Let $X_n$ be a sequence of independent random variables, with $\mathbb E(X_n)=0$ and $|X_n|<K, \forall n,\omega$, then:
P$(\sup_{n\in\mathbb N}|\sum_{k=1}^{n}X_k|<\infty)>0 \iff$ P$(\sum_{k=1}^{\infty}X_k$ exists in $\mathbb R)=1$
This can be also found in David Williams, probability with martingales (Remark in p.113). But this is not proven there.
New question deleted. It can be found here.
"$\Leftarrow$" is obvious. For "$\Rightarrow$" we set $\sigma_k^2 = \mathbb{E}(X_k^2)$, $$M_n := \sum_{k=1}^n X_k \qquad \quad A_n := \sum_{k=1}^n \sigma_k^2.$$ Using the independence of the random variables, it is not difficult to see that $(M_n^2-A_n)_{n \geq 0}$ is a martingale (with respect to the canonical filtration). For $r>0$ we define a stopping time $\tau$ by
$$\tau := \inf\{n; |M_n| > r\}.$$
Since, by assumption,
$$\mathbb{P} \left( \sup_{n \in \mathbb{N}} \left| \sum_{k=1}^n X_k \right|<\infty \right)>0$$
we have $$\mathbb{P}(\tau=\infty)>0 \tag{1}$$ for $r$ sufficiently large.
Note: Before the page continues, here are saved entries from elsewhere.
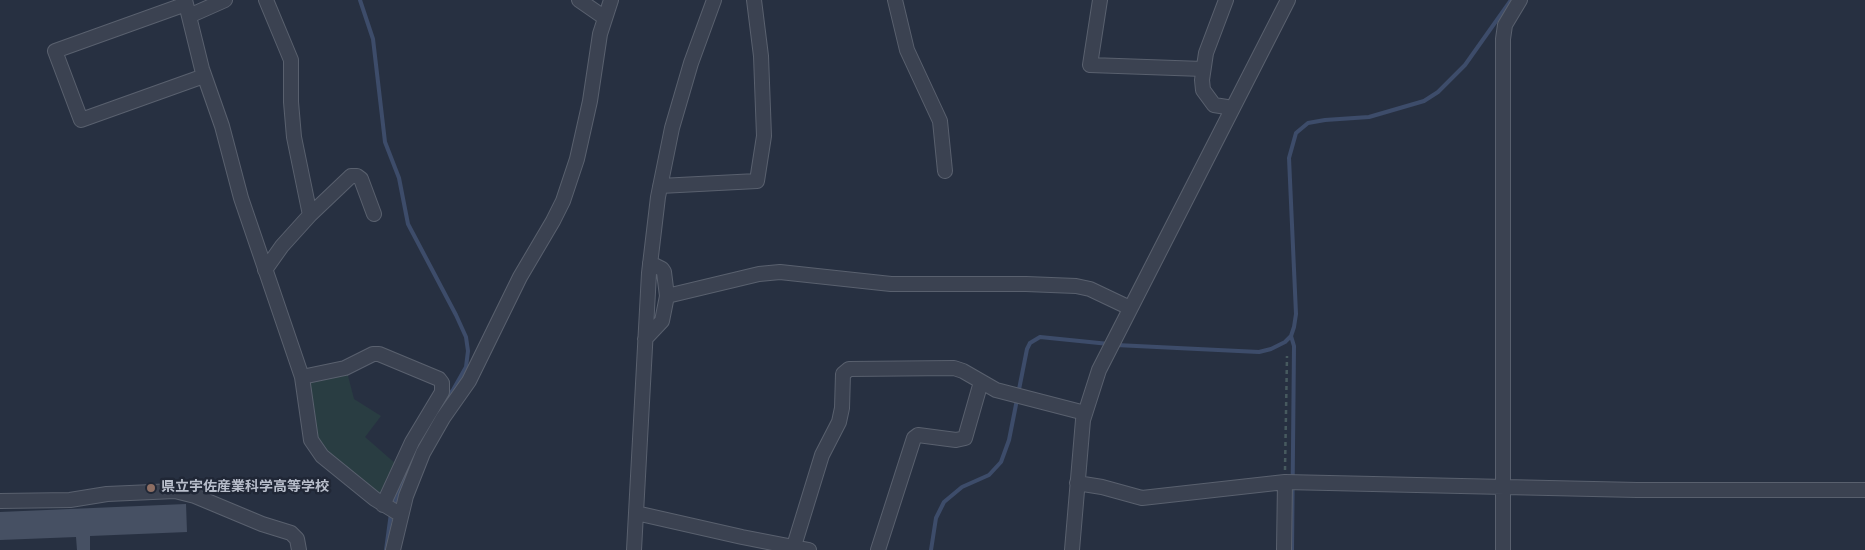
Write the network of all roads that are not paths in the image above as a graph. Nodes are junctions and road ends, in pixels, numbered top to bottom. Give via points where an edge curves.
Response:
1 (225, 0) edge
2 (266, 0) edge
3 (579, 0) edge
4 (611, 0) edge
5 (714, 0) edge
6 (754, 0) edge
7 (895, 0) edge
8 (1100, 0) edge
9 (1226, 0) edge
10 (1288, 0) edge
11 (1520, 0) edge
12 (187, 7) edge
13 (605, 18) junction
14 (1203, 68) junction
15 (204, 76) junction
16 (1234, 108) junction
17 (945, 171) dead end
18 (660, 186) junction
19 (374, 214) dead end
20 (310, 215) junction
21 (650, 263) junction
22 (265, 270) junction
23 (667, 296) junction
24 (1130, 308) junction
25 (645, 338) junction
26 (302, 378) junction
27 (981, 382) junction
28 (1085, 413) junction
29 (1285, 482) junction
30 (1077, 483) junction
31 (1503, 486) junction
32 (1865, 490) edge
33 (0, 501) edge
34 (383, 505) junction
35 (636, 514) junction
36 (401, 515) junction
37 (794, 546) junction
38 (299, 550) edge
39 (393, 550) edge
40 (634, 550) edge
41 (809, 550) edge
42 (878, 550) edge
43 (1072, 550) edge
44 (1284, 550) edge
45 (1503, 550) edge

1 - 12 street
2 - 20 street via 291,60 294,137
3 - 13 street
4 - 13 street
5 - 18 street via 672,128
6 - 18 street via 761,56 764,136 758,181
7 - 17 street via 907,50 940,121
8 - 14 street via 1090,64
9 - 14 street
10 - 16 street
11 - 31 street via 1505,25 1503,39
12 - 15 street
12 - 15 street via 55,51 81,120
13 - 36 street via 579,152 563,201 520,277 469,382 423,453
14 - 16 street via 1203,90 1207,98 1214,105
15 - 22 street
16 - 24 street
18 - 21 street
19 - 20 street via 361,179 352,176
20 - 22 street
21 - 23 street via 664,272
21 - 25 street
22 - 26 street
23 - 24 street via 780,272 891,284 1076,286 1090,289
23 - 25 street via 662,321
24 - 28 street via 1099,370
25 - 35 street
26 - 34 street via 311,440 316,449
26 - 34 street via 345,368 379,354 442,383 442,392 412,442
27 - 28 street via 996,390
27 - 37 street via 954,368 846,371 840,422 820,461
27 - 42 street via 965,438 956,440 918,435 914,438
28 - 30 street
29 - 30 street via 1151,498
29 - 31 street
29 - 44 street
30 - 43 street
31 - 32 street via 1637,490
31 - 45 street
33 - 38 street via 70,500 175,491 291,533
34 - 36 street
35 - 37 street
35 - 40 street
36 - 39 street
37 - 41 street

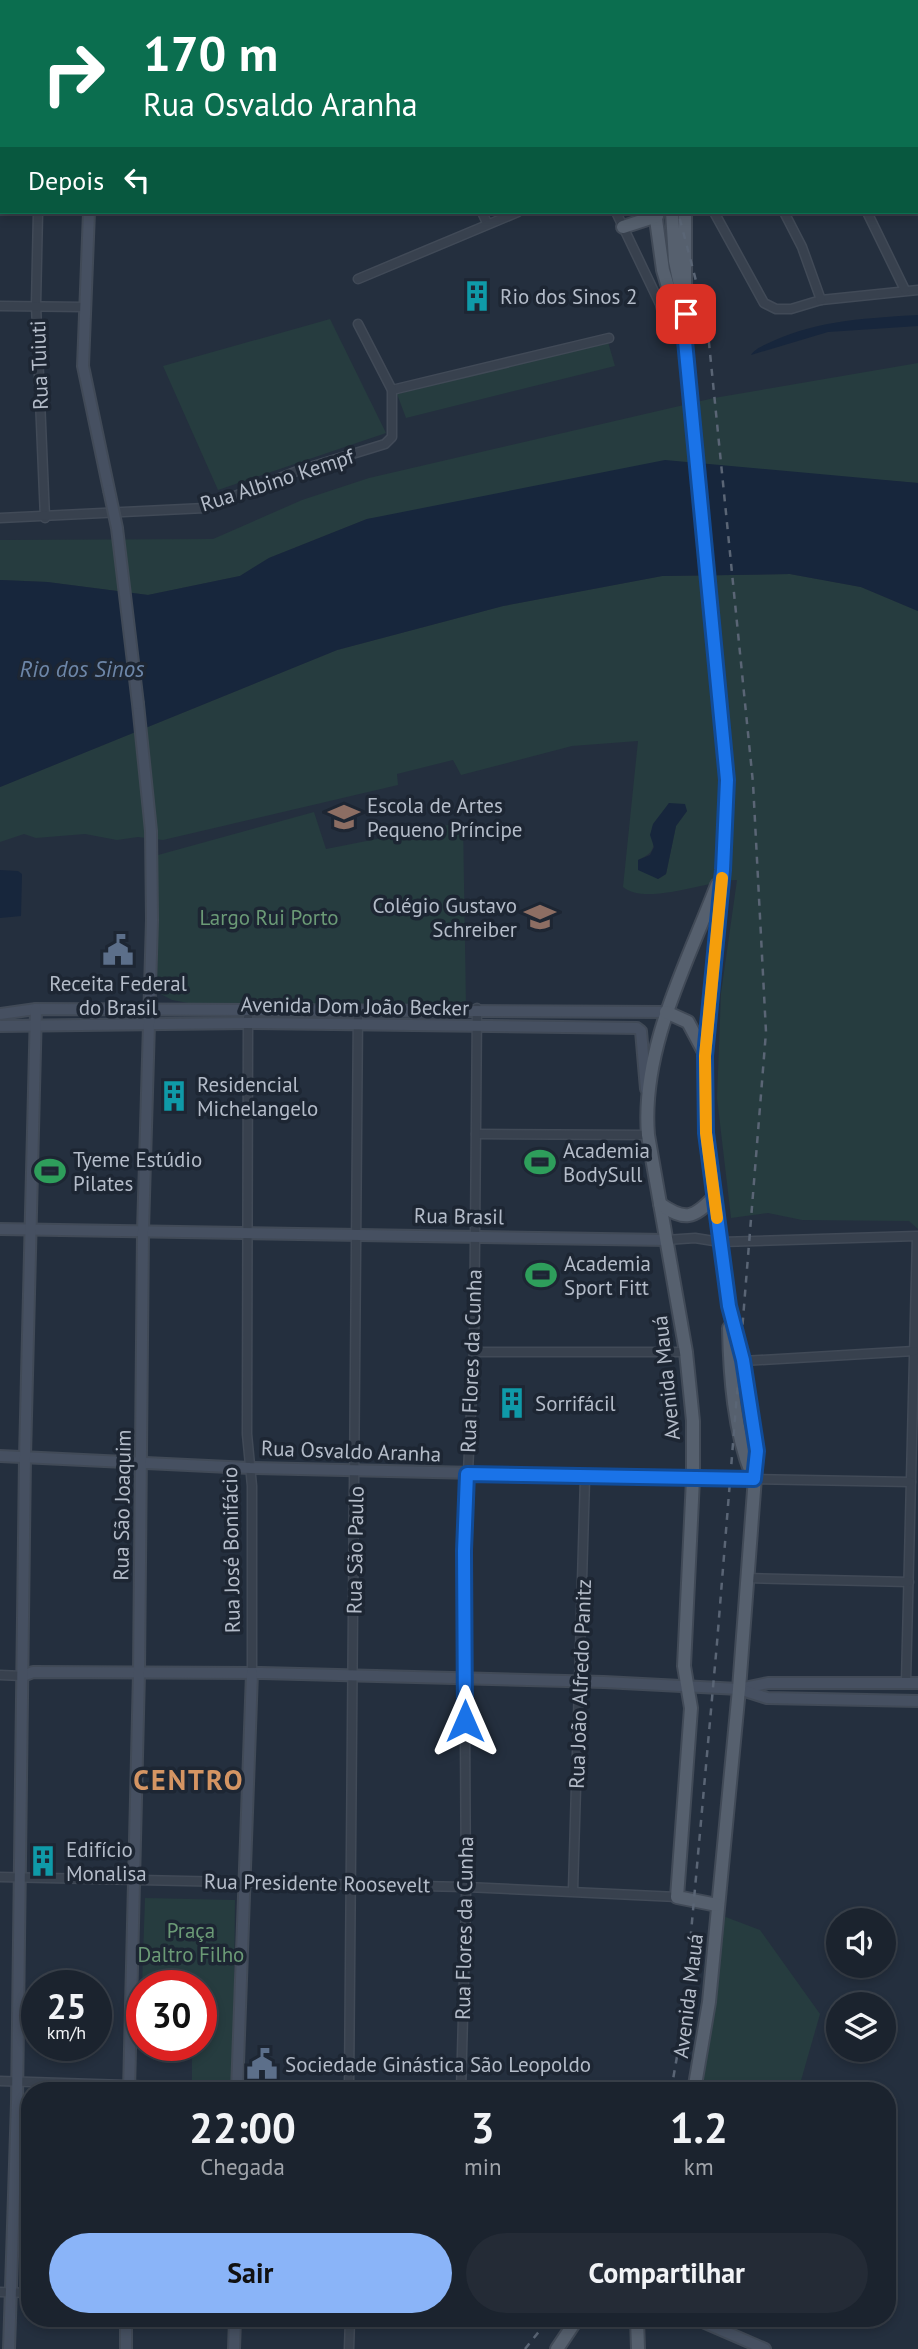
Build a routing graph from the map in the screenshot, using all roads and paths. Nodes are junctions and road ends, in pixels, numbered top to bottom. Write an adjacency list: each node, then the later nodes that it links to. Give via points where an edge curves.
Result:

By the optional stopping theorem,
$$\mathbb{E}(M_{n \wedge \tau}^2-A_{n \wedge \tau})=0;$$
hence,
$$\mathbb{E}A_{n \wedge \tau} = \mathbb{E}(M_{n \wedge \tau}^2) \leq (K+r)^2. \tag{2}$$
By $(1)$, we have $\tau(\omega)= \infty$ for each $\omega \in A$ for $r$ sufficiently large and some set $A \in \mathcal{A}$ such that $\mathbb{P}(A)>0$. Therefore, $(2)$ implies by the monotone convergence theorem
$$\sum_{k=1}^{\infty} \sigma_k^2 < \infty.$$
This means that
$$\mathbb{E} \left[ \left( \sum_{j=1}^{\infty} X_j \right)^2 \right] = \sum_{j=1}^{\infty} \mathbb{E}(X_j^2) = \sum_{j=1}^{\infty} \sigma_j^2 <\infty.$$
In particular, $\sum_{j=1}^{\infty} X_j<\infty$ almost surely.